-- Entries supplied --

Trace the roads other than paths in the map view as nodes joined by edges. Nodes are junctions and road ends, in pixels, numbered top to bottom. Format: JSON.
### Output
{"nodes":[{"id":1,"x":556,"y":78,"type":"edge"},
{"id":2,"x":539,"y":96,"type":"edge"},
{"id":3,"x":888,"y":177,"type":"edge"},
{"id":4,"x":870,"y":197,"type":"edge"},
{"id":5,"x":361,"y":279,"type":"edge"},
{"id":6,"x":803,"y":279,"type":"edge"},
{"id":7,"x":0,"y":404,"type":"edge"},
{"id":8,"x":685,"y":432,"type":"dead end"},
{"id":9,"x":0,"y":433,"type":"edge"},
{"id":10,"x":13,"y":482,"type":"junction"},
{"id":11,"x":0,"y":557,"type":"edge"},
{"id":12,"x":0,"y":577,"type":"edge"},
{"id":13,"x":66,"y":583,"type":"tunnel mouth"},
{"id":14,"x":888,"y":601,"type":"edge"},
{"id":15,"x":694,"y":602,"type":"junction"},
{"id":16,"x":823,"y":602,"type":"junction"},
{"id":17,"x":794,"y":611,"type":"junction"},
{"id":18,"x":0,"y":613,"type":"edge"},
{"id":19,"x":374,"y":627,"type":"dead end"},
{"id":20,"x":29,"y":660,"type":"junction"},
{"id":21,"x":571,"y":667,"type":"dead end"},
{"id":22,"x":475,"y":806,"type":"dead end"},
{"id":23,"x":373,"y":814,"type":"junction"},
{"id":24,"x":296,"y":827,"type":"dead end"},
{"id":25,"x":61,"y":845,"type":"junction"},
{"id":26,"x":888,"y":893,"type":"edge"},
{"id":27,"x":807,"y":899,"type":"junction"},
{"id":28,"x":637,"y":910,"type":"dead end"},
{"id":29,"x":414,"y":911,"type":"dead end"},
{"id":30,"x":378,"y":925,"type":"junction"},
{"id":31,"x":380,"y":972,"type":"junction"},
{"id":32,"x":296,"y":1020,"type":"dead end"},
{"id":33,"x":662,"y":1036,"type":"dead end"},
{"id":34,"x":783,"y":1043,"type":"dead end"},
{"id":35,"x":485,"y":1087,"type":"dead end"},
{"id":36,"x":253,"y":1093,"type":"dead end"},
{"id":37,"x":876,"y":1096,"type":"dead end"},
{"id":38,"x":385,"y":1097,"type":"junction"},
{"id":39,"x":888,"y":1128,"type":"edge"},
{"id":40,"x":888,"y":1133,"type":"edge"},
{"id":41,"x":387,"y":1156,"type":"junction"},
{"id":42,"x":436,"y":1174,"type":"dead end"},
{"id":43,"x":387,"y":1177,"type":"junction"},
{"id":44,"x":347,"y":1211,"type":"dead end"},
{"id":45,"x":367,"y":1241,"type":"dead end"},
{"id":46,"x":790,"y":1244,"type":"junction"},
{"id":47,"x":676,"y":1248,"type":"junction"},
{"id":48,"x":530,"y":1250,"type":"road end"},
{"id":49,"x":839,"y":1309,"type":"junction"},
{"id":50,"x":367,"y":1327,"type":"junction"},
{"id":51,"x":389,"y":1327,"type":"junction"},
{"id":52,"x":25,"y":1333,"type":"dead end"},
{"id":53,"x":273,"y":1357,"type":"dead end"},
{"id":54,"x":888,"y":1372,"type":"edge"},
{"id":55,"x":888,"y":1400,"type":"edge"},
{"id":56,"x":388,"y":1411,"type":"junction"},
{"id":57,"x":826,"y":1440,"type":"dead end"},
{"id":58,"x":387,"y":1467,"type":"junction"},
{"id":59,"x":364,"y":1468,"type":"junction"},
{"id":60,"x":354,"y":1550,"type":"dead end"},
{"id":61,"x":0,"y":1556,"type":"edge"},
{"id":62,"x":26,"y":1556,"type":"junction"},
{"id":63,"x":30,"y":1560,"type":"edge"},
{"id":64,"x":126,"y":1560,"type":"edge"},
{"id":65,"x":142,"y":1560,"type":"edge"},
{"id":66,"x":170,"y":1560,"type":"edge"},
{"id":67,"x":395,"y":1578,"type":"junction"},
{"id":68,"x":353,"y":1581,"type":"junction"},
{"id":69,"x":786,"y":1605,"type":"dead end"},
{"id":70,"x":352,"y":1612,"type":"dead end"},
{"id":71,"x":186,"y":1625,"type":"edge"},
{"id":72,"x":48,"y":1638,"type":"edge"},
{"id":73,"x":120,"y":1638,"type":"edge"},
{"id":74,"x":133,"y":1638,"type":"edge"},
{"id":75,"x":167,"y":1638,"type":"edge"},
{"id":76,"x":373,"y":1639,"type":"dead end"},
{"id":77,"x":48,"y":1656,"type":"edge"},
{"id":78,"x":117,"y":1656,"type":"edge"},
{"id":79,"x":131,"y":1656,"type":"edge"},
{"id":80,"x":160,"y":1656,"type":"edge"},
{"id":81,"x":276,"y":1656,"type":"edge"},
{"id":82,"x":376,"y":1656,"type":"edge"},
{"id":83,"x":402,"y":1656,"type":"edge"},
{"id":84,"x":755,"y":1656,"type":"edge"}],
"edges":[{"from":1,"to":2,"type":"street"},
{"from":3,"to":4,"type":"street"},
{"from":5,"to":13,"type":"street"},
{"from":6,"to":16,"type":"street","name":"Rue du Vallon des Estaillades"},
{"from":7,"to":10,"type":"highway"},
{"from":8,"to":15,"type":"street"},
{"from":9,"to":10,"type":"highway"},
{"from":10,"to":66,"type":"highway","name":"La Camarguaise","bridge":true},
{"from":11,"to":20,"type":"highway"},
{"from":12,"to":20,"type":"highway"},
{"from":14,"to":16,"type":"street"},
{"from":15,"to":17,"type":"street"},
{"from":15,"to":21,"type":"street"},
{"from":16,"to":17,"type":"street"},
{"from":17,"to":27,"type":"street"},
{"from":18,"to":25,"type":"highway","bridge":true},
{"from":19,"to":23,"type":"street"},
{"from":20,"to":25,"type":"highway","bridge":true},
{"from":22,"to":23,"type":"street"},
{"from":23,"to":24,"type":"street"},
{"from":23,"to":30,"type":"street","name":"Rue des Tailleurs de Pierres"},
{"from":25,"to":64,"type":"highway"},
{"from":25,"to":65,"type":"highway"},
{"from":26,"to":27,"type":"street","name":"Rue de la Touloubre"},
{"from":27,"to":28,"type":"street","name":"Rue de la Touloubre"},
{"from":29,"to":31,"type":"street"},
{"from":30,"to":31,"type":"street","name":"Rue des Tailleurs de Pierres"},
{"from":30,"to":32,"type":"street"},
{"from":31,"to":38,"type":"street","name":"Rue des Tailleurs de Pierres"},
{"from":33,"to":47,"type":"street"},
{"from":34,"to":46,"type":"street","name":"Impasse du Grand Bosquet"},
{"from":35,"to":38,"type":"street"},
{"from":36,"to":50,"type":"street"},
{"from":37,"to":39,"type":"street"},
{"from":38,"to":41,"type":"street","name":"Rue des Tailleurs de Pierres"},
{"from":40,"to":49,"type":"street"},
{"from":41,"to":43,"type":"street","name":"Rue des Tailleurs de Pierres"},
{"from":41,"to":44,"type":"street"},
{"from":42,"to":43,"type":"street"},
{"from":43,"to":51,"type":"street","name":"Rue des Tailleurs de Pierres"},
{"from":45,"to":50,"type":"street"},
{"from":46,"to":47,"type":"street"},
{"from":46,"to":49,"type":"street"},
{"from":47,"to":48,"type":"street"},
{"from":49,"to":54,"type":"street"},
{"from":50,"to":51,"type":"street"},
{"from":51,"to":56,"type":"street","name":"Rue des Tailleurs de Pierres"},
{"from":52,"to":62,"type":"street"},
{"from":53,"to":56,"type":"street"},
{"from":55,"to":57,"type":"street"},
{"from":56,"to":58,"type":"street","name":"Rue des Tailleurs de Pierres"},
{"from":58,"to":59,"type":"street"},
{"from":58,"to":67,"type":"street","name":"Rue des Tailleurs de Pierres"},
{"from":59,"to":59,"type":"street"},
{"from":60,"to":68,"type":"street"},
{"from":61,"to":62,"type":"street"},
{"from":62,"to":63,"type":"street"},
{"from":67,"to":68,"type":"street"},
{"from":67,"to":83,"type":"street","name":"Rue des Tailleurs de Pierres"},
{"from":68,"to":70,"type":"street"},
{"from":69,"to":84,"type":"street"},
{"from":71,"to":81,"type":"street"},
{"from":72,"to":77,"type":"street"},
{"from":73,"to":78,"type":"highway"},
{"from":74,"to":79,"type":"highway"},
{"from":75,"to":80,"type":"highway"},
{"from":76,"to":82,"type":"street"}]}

-- What is needed --
If a line in the entries contains "true", copy it.

-- Solution to this exercise --
{"from":10,"to":66,"type":"highway","name":"La Camarguaise","bridge":true},
{"from":18,"to":25,"type":"highway","bridge":true},
{"from":20,"to":25,"type":"highway","bridge":true},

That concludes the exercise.